> _Prompt_
The required answer is the count of lines in the records that contain "Mary", with no other text.

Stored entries
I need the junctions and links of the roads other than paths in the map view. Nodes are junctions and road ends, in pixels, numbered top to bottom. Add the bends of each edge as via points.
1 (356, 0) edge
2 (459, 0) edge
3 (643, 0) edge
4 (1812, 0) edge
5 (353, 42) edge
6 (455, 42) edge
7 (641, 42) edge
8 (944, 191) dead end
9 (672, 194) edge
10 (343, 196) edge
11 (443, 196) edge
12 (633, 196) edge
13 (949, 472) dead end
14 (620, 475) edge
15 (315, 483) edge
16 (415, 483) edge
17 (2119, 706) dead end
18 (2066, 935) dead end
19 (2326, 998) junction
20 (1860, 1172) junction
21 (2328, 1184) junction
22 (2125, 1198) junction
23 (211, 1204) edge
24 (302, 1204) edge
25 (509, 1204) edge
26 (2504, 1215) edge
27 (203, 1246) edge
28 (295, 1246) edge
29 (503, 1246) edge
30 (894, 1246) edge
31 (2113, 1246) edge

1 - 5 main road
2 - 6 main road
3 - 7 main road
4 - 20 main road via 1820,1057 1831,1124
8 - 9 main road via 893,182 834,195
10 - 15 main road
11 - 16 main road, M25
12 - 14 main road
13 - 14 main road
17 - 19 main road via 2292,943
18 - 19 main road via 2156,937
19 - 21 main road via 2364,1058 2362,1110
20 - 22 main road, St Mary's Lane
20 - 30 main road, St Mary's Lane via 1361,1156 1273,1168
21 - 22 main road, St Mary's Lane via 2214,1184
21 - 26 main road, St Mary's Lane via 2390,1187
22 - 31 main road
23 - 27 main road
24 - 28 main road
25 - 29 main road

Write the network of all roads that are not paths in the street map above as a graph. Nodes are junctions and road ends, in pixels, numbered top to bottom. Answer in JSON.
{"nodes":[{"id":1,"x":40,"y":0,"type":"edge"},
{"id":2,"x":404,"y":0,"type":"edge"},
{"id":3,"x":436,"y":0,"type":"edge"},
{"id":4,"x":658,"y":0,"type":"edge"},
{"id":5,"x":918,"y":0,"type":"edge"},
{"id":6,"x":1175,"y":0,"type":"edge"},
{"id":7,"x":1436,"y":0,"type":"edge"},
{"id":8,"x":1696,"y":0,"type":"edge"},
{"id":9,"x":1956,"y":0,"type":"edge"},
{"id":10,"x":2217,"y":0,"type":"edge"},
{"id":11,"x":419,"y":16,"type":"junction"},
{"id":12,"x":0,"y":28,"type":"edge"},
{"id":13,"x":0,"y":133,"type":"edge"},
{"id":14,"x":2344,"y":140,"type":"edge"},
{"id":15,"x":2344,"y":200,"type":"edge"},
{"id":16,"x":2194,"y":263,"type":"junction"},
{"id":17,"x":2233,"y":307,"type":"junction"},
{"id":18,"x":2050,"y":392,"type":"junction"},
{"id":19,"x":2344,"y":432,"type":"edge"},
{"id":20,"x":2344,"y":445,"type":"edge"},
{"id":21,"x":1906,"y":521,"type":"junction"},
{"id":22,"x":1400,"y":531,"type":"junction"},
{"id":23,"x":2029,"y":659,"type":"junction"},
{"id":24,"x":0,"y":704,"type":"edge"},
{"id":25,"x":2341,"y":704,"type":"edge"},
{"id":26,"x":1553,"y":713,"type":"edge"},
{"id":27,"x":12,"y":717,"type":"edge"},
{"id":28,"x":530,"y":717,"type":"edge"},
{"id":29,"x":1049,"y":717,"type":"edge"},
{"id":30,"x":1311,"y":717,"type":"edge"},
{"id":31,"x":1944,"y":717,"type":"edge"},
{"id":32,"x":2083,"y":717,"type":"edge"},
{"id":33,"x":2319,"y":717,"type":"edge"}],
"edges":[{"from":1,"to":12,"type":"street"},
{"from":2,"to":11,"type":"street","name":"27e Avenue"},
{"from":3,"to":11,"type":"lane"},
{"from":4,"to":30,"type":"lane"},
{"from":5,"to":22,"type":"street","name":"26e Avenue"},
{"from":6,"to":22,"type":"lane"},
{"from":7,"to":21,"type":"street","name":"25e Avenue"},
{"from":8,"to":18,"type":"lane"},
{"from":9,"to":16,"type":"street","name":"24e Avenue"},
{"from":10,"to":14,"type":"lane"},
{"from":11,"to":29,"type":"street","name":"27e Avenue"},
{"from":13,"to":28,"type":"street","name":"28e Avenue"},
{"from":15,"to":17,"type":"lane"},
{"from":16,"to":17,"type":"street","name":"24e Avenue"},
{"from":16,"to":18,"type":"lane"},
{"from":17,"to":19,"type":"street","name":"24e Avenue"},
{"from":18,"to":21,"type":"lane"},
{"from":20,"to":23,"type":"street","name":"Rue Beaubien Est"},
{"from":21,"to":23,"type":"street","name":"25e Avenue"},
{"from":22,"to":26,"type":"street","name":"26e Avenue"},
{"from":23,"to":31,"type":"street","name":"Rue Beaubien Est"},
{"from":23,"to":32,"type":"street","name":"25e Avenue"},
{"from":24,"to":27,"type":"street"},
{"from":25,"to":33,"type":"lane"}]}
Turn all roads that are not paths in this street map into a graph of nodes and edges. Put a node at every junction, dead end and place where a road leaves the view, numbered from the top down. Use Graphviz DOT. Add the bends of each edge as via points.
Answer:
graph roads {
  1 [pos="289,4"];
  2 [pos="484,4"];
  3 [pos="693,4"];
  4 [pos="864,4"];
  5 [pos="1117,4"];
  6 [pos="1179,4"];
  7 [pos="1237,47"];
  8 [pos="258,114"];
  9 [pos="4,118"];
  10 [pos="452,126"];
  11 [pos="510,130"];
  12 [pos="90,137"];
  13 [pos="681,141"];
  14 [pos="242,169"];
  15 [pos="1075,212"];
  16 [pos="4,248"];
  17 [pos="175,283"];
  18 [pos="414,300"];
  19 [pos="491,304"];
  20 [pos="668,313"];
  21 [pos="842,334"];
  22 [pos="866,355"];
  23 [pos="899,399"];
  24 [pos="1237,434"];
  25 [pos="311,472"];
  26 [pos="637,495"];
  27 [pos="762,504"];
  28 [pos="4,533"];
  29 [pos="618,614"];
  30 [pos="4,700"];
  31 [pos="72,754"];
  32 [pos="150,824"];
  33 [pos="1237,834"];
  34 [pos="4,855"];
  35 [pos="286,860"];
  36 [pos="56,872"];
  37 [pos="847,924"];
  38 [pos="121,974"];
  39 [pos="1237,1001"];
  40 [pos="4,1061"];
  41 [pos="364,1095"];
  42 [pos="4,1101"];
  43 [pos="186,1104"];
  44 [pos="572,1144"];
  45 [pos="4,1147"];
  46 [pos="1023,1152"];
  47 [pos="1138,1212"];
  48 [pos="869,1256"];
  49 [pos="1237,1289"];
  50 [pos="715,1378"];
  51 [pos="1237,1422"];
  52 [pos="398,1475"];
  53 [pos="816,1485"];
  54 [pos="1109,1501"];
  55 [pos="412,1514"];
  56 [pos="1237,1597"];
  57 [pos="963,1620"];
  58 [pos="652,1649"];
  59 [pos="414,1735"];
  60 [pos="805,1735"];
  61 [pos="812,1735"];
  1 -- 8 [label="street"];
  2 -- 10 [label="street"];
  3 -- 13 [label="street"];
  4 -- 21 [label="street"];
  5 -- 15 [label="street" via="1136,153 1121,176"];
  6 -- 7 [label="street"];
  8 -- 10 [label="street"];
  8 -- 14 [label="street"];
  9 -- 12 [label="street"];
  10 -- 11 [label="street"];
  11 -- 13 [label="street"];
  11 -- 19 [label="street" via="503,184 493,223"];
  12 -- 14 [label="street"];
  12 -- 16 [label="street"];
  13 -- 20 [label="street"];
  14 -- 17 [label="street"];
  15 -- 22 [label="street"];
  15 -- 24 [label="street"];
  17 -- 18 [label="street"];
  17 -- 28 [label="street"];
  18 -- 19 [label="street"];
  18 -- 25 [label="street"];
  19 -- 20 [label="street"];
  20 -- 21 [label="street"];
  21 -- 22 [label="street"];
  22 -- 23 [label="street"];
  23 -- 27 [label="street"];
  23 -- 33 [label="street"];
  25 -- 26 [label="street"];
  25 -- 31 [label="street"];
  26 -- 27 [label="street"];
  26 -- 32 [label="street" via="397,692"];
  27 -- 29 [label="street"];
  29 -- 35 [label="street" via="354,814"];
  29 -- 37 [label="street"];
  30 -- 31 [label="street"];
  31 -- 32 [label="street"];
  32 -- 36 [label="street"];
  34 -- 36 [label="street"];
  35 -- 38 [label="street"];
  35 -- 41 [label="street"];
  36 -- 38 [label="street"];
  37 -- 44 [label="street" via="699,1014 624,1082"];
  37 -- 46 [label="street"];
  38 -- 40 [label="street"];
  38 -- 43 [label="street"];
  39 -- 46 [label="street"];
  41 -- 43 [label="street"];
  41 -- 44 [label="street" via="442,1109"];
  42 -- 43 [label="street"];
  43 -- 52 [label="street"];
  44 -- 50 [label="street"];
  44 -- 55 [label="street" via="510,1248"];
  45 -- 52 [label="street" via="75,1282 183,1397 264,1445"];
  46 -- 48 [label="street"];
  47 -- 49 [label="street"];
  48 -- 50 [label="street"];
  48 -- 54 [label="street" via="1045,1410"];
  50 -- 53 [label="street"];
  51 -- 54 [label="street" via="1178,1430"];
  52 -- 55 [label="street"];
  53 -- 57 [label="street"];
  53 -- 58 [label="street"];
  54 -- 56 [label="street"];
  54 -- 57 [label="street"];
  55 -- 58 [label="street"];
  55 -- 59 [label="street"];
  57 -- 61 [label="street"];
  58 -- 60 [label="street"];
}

> _Completed task_
4